Data for the task Start Marker
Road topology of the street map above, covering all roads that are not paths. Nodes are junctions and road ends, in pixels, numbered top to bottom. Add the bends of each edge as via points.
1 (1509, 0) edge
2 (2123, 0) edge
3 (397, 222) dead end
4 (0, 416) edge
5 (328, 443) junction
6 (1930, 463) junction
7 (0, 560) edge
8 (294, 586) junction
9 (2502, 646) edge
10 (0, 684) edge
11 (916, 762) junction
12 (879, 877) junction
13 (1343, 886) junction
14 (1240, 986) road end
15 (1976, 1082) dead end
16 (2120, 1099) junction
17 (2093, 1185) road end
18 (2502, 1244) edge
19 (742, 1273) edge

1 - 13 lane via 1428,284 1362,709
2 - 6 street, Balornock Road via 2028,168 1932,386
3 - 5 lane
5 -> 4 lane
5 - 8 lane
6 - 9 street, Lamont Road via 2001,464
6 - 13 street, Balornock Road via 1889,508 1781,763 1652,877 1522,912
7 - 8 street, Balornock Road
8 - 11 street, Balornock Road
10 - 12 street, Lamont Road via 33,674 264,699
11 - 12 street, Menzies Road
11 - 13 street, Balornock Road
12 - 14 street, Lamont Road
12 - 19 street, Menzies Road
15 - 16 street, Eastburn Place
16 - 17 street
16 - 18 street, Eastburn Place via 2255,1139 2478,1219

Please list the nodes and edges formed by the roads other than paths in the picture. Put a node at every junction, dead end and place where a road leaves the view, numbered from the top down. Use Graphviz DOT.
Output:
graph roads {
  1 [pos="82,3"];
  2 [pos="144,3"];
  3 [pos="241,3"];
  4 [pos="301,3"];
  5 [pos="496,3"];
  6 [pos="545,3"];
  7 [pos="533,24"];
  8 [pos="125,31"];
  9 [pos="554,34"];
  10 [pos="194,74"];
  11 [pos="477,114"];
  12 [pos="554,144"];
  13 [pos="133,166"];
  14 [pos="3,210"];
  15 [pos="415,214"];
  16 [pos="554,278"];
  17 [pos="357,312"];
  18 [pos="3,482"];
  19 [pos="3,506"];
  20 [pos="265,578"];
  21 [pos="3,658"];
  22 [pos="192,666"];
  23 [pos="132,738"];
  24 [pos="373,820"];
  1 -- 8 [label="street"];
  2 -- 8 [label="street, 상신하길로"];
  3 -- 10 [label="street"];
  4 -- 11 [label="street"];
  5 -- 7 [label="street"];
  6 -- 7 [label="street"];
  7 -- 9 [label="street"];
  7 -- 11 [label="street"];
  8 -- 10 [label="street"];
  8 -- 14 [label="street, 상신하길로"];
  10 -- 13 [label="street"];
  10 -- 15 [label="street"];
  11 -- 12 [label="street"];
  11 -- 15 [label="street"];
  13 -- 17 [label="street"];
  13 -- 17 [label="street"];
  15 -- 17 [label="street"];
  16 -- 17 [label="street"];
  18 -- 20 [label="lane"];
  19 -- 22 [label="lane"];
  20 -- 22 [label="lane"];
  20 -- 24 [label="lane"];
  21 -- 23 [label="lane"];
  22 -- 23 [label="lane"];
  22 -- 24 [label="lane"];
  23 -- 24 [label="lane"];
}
Data for the task End Marker
**What you are asked to do:** Write a verbatim copy of the listing above.

**Expected answer:**
Road topology of the street map above, covering all roads that are not paths. Nodes are junctions and road ends, in pixels, numbered top to bottom. Add the bends of each edge as via points.
1 (1509, 0) edge
2 (2123, 0) edge
3 (397, 222) dead end
4 (0, 416) edge
5 (328, 443) junction
6 (1930, 463) junction
7 (0, 560) edge
8 (294, 586) junction
9 (2502, 646) edge
10 (0, 684) edge
11 (916, 762) junction
12 (879, 877) junction
13 (1343, 886) junction
14 (1240, 986) road end
15 (1976, 1082) dead end
16 (2120, 1099) junction
17 (2093, 1185) road end
18 (2502, 1244) edge
19 (742, 1273) edge

1 - 13 lane via 1428,284 1362,709
2 - 6 street, Balornock Road via 2028,168 1932,386
3 - 5 lane
5 -> 4 lane
5 - 8 lane
6 - 9 street, Lamont Road via 2001,464
6 - 13 street, Balornock Road via 1889,508 1781,763 1652,877 1522,912
7 - 8 street, Balornock Road
8 - 11 street, Balornock Road
10 - 12 street, Lamont Road via 33,674 264,699
11 - 12 street, Menzies Road
11 - 13 street, Balornock Road
12 - 14 street, Lamont Road
12 - 19 street, Menzies Road
15 - 16 street, Eastburn Place
16 - 17 street
16 - 18 street, Eastburn Place via 2255,1139 2478,1219

Please list the nodes and edges formed by the roads other than paths in the picture. Put a node at every junction, dead end and place where a road leaves the view, numbered from the top down. Use Graphviz DOT.
Output:
graph roads {
  1 [pos="82,3"];
  2 [pos="144,3"];
  3 [pos="241,3"];
  4 [pos="301,3"];
  5 [pos="496,3"];
  6 [pos="545,3"];
  7 [pos="533,24"];
  8 [pos="125,31"];
  9 [pos="554,34"];
  10 [pos="194,74"];
  11 [pos="477,114"];
  12 [pos="554,144"];
  13 [pos="133,166"];
  14 [pos="3,210"];
  15 [pos="415,214"];
  16 [pos="554,278"];
  17 [pos="357,312"];
  18 [pos="3,482"];
  19 [pos="3,506"];
  20 [pos="265,578"];
  21 [pos="3,658"];
  22 [pos="192,666"];
  23 [pos="132,738"];
  24 [pos="373,820"];
  1 -- 8 [label="street"];
  2 -- 8 [label="street, 상신하길로"];
  3 -- 10 [label="street"];
  4 -- 11 [label="street"];
  5 -- 7 [label="street"];
  6 -- 7 [label="street"];
  7 -- 9 [label="street"];
  7 -- 11 [label="street"];
  8 -- 10 [label="street"];
  8 -- 14 [label="street, 상신하길로"];
  10 -- 13 [label="street"];
  10 -- 15 [label="street"];
  11 -- 12 [label="street"];
  11 -- 15 [label="street"];
  13 -- 17 [label="street"];
  13 -- 17 [label="street"];
  15 -- 17 [label="street"];
  16 -- 17 [label="street"];
  18 -- 20 [label="lane"];
  19 -- 22 [label="lane"];
  20 -- 22 [label="lane"];
  20 -- 24 [label="lane"];
  21 -- 23 [label="lane"];
  22 -- 23 [label="lane"];
  22 -- 24 [label="lane"];
  23 -- 24 [label="lane"];
}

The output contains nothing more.